2010
New Year's has never meant too terribly much to me, but this year has been a little different. I have never been glad to see a year end, but I am happy that 2009 is in the books. It was a really tough year. Not necessarily in the big things, but just in a lot of daily trials and struggles. It was a year where I felt like I was constantly trying to just keep my head above water in so many areas, and feeling like I was going under way more than I liked. I am happy to have survived the major changes, and am optimistic of what 2010 holds for me and my family:) Mostly I just hope I have learned something through the struggles, and that I can use those lessons in the future. One thing I am learning for sure is how to ask for help. I like to think I am a very self-sufficient person, and that is not always a good thing. God has really worked on humbling me in that area this year by giving me at times way more than I thought I could bear. But His truth has held fast, and He has always provided me with help when I needed it the most. I just want to thank all of my family for being there for me this past year, and everything you have done to help our family out.

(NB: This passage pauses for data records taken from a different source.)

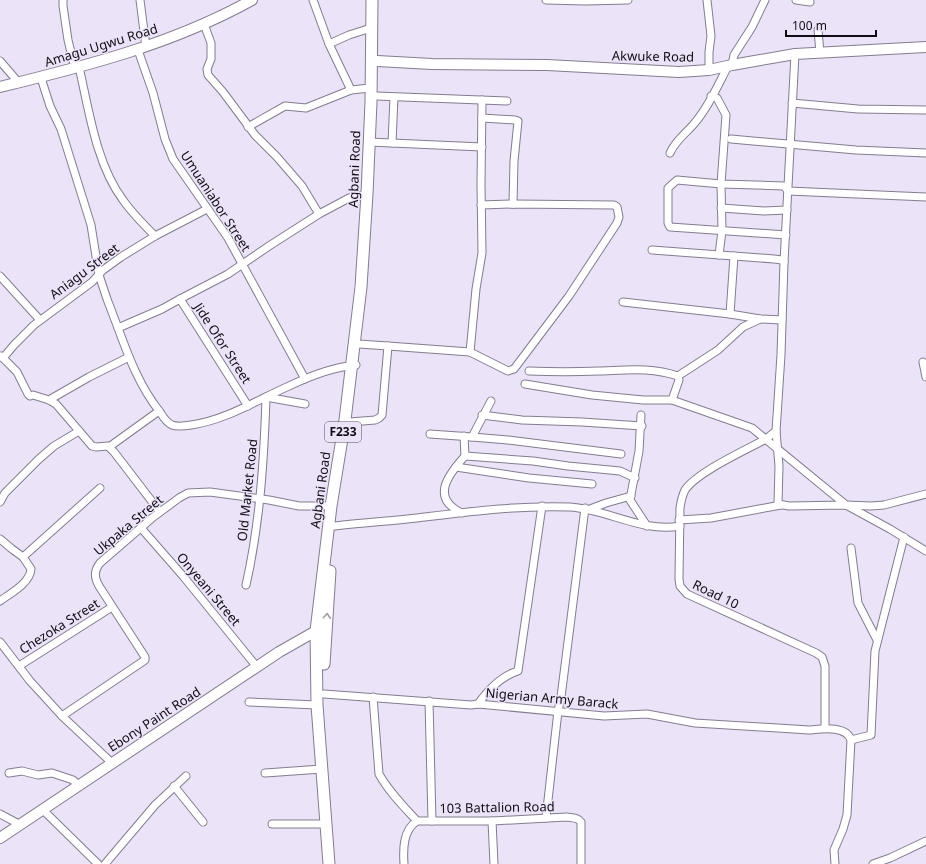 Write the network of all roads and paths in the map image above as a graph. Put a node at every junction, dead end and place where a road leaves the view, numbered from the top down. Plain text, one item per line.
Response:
1 (64, 0) edge
2 (140, 0) edge
3 (252, 0) edge
4 (313, 0) edge
5 (372, 0) edge
6 (379, 0) edge
7 (546, 0) edge
8 (628, 0) edge
9 (707, 0) edge
10 (765, 0) edge
11 (796, 0) edge
12 (585, 1) edge
13 (810, 2) dead end
14 (204, 24) junction
15 (371, 28) junction
16 (818, 30) dead end
17 (329, 44) junction
18 (926, 47) edge
19 (142, 48) junction
20 (820, 53) junction
21 (795, 54) junction
22 (0, 61) edge
23 (374, 61) junction
24 (730, 65) junction
25 (80, 67) junction
26 (709, 70) junction
27 (41, 78) junction
28 (19, 82) junction
29 (0, 87) edge
30 (351, 90) junction
31 (373, 92) junction
32 (711, 96) junction
33 (394, 97) junction
34 (482, 100) junction
35 (507, 101) dead end
36 (792, 104) junction
37 (926, 110) edge
38 (482, 118) junction
39 (248, 127) junction
40 (731, 139) dead end
41 (371, 142) junction
42 (392, 143) junction
43 (791, 146) junction
44 (482, 147) junction
45 (670, 153) dead end
46 (926, 153) edge
47 (721, 184) junction
48 (788, 191) junction
49 (367, 194) junction
50 (926, 197) edge
51 (513, 204) junction
52 (482, 205) junction
53 (721, 208) junction
54 (207, 209) junction
55 (787, 210) junction
56 (319, 214) junction
57 (722, 231) junction
58 (786, 235) junction
59 (155, 236) junction
60 (652, 250) dead end
61 (719, 255) junction
62 (734, 256) junction
63 (784, 259) junction
64 (242, 264) junction
65 (99, 275) junction
66 (0, 276) edge
67 (180, 299) junction
68 (623, 302) dead end
69 (730, 314) junction
70 (760, 319) junction
71 (40, 320) junction
72 (782, 320) junction
73 (118, 328) junction
74 (356, 343) junction
75 (388, 346) junction
76 (470, 352) junction
77 (2, 357) edge
78 (129, 357) junction
79 (923, 362) dead end
80 (354, 365) junction
81 (529, 371) dead end
82 (678, 376) junction
83 (926, 377) edge
84 (305, 379) junction
85 (525, 384) dead end
86 (266, 397) junction
87 (49, 400) junction
88 (672, 400) junction
89 (491, 401) dead end
90 (304, 404) dead end
91 (248, 406) junction
92 (159, 411) junction
93 (482, 415) junction
94 (642, 415) dead end
95 (348, 421) junction
96 (642, 426) junction
97 (79, 431) junction
98 (776, 431) junction
99 (430, 434) dead end
100 (468, 437) junction
101 (766, 439) junction
102 (109, 447) junction
103 (777, 449) junction
104 (621, 454) dead end
105 (465, 456) junction
106 (456, 467) junction
107 (635, 478) junction
108 (592, 484) dead end
109 (100, 488) dead end
110 (926, 494) edge
111 (631, 496) junction
112 (260, 499) junction
113 (0, 502) edge
114 (781, 505) junction
115 (846, 505) junction
116 (331, 506) junction
117 (542, 506) junction
118 (588, 509) junction
119 (160, 512) junction
120 (462, 513) junction
121 (679, 523) junction
122 (332, 525) junction
123 (647, 526) junction
124 (141, 528) junction
125 (904, 537) junction
126 (0, 539) edge
127 (851, 548) dead end
128 (926, 551) edge
129 (23, 556) junction
130 (246, 585) dead end
131 (0, 600) edge
132 (112, 607) junction
133 (321, 631) junction
134 (877, 640) junction
135 (0, 642) edge
136 (19, 666) junction
137 (257, 666) junction
138 (324, 694) junction
139 (373, 697) junction
140 (429, 701) junction
141 (249, 702) dead end
142 (478, 704) junction
143 (317, 705) junction
144 (558, 711) junction
145 (62, 716) junction
146 (825, 728) junction
147 (851, 740) junction
148 (112, 763) junction
149 (322, 769) junction
150 (265, 772) dead end
151 (9, 773) dead end
152 (186, 776) dead end
153 (78, 785) junction
154 (174, 786) junction
155 (42, 809) junction
156 (0, 814) edge
157 (546, 818) junction
158 (417, 821) junction
159 (432, 821) junction
160 (492, 821) junction
161 (203, 822) dead end
162 (19, 824) junction
163 (272, 824) dead end
164 (326, 824) junction
165 (0, 838) edge
166 (926, 841) edge
167 (98, 864) edge
168 (105, 864) edge
169 (329, 864) edge
170 (336, 864) edge
171 (404, 864) edge
172 (494, 864) edge
173 (581, 864) edge
174 (835, 864) edge
175 (873, 864) edge

1 - 25 street
2 - 19 street, Umuaniabor Street
3 - 14 street, Amagu Ugwu Road
4 - 17 street
5 - 15 main road, Agbani Road / F233
6 - 23 main road, Agbani Road / F233
7 - 12 street
8 - 12 street
9 - 26 street
10 - 24 street
11 - 13 street
14 - 19 street, Amagu Ugwu Road
14 - 39 street
15 - 17 street
15 - 23 main road, Agbani Road / F233
16 - 20 street
17 - 30 street
18 - 20 street, Akwuke Road
19 - 25 street, Amagu Ugwu Road
19 - 54 street, Umuaniabor Street
20 - 21 street, Akwuke Road
21 - 24 street, Akwuke Road
21 - 36 street
22 - 28 street
23 - 26 street, Akwuke Road
23 - 31 main road, Agbani Road / F233
24 - 26 street, Akwuke Road
24 - 32 street
25 - 27 street, Amagu Ugwu Road
25 - 59 street
27 - 28 street, Amagu Ugwu Road
27 - 65 street
28 - 29 street, Amagu Ugwu Road
30 - 31 street
30 - 39 street
31 - 33 street
31 - 41 main road, Agbani Road / F233
32 - 45 street
32 - 47 street
33 - 34 street
33 - 42 street
34 - 35 street
34 - 38 street
36 - 37 street
36 - 43 street
38 - 44 street
38 - 51 street
39 - 56 street
40 - 43 street
41 - 42 street
41 - 49 main road, Agbani Road / F233
41 - 74 main road, Agbani Road / F233
42 - 44 street
43 - 46 street
43 - 48 street
44 - 52 street
47 - 48 street
47 - 53 street
47 - 57 street
48 - 50 street
48 - 55 street
49 - 56 street, Jide Ofor Street
49 - 74 main road, Agbani Road / F233
51 - 52 street
51 - 76 street
52 - 76 street
53 - 55 street
53 - 57 street
54 - 59 street, Aniagu Street
54 - 64 street, Umuaniabor Street
55 - 58 street
56 - 64 street, Jide Ofor Street
57 - 58 street
57 - 61 street
58 - 63 street
59 - 65 street, Aniagu Street
60 - 61 street
61 - 62 street
62 - 63 street
62 - 69 street
63 - 72 street
64 - 67 street, Jide Ofor Street
64 - 84 street, Umuaniabor Street
65 - 71 street, Aniagu Street
65 - 73 street
66 - 71 street
67 - 73 street
67 - 91 street, Jide Ofor Street
68 - 69 street
69 - 70 street
70 - 72 street
70 - 82 street
71 - 77 street, Aniagu Street
72 - 98 street
73 - 78 street
74 - 75 street
74 - 80 main road, Agbani Road / F233
75 - 76 street
75 - 95 street
77 - 87 street
78 - 87 street
78 - 92 street
79 - 83 street
80 - 84 street
80 - 95 main road, Agbani Road / F233
81 - 82 street
82 - 88 street
84 - 86 street
85 - 88 street
86 - 90 street
86 - 91 street
86 - 112 street, Old Market Road
87 - 97 street
88 - 101 street
89 - 93 street
91 - 92 street
92 - 102 street
93 - 96 street
93 - 100 street
94 - 96 street
95 - 116 main road, Agbani Road / F233
95 - 122 main road, Agbani Road / F233
96 - 107 street
97 - 102 street
97 - 113 street
98 - 101 street, Road 10
98 - 103 street
99 - 100 street
100 - 104 street
100 - 105 street
101 - 103 street
101 - 121 street, Road 10
102 - 119 street
103 - 114 street
103 - 115 street
105 - 106 street
105 - 107 street
106 - 108 street
106 - 120 street
107 - 111 street
109 - 129 street
110 - 115 street
111 - 118 street
111 - 123 street
112 - 116 street, Ukpaka Street
112 - 119 street, Ukpaka Street
112 - 130 street, Old Market Road
114 - 115 street
114 - 121 street
115 - 125 street
116 - 122 main road, Agbani Road / F233
117 - 118 street
117 - 120 street
117 - 142 street
118 - 123 street
118 - 144 street
119 - 124 street, Ukpaka Street
120 - 122 street
121 - 123 street
121 - 146 street, Road 10
122 - 133 main road, Agbani Road / F233
124 - 132 street, Ukpaka Street
124 - 137 street, Onyeani Street
125 - 128 street
125 - 134 street
126 - 129 street
127 - 134 street
129 - 131 street
132 - 136 street, Chezoka Street
132 - 145 street, Ukpaka Street
133 - 137 street, Ebony Paint Road
133 - 138 main road, Agbani Road / F233
133 - 143 main road, Agbani Road / F233
134 - 147 street
135 - 136 street
136 - 145 street
137 - 148 street, Ebony Paint Road
138 - 139 street, Nigerian Army Barack
138 - 170 main road, Agbani Road / F233
139 - 140 street, Nigerian Army Barack
139 - 158 street
140 - 142 street, Nigerian Army Barack
140 - 159 street
141 - 143 street
142 - 144 street, Nigerian Army Barack
143 - 149 main road, Agbani Road / F233
144 - 146 street, Nigerian Army Barack
144 - 157 street
145 - 148 street
146 - 147 street, Nigerian Army Barack
147 - 174 street
148 - 153 street, Ebony Paint Road
149 - 150 street
149 - 164 main road, Agbani Road / F233
151 - 153 street
152 - 154 street
153 - 155 street, Ebony Paint Road
154 - 161 street
154 - 168 street
155 - 162 street, Ebony Paint Road
155 - 167 street
156 - 162 street
157 - 160 street, 103 Battalion Road
157 - 173 street, 103 Battalion Road
158 - 159 street, 103 Battalion Road
158 - 171 street
159 - 160 street, 103 Battalion Road
160 - 172 street
162 - 165 street, Ebony Paint Road
163 - 164 street
164 - 169 main road, Agbani Road / F233
166 - 175 street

The words of encouragement, listening ear, words of wisdom and advice, helping hands around our house and just holding my precious babies has all meant so much. I hate that we live so far away from everyone. I love every minute I get to spend with family on both sides. I am really hoping this year is much calmer, or at least that I handle the challenges with a little more grace than I did this past year. I can see so many areas that need refining in my life, and I hope that I am open to taking an honest look at myself and taking steps to make improvements. I could not have made it through a single day without Silas, my best friend and the most loving and forgiving person I know:) I am so thankful for the blessing of family, and when I look back on 2009, that is what I will remember the most. That God has blessed me with a wonderful family and support system to help face and overcome whatever challenges life has thrown my way. I love you all!!!
1 Comments:
We should get T-shirts that say "I Survived 2009!"
But seriously, I'm so proud of you and the way you've handled the challenges of work, motherhood, and moving. I so wish we were closer to share each others' burdens a little better. But, I guess the hard years make the easy ones seem that much more wonderful. Looking forward to (hoping for!) an easier year for your family and mine:) Love you.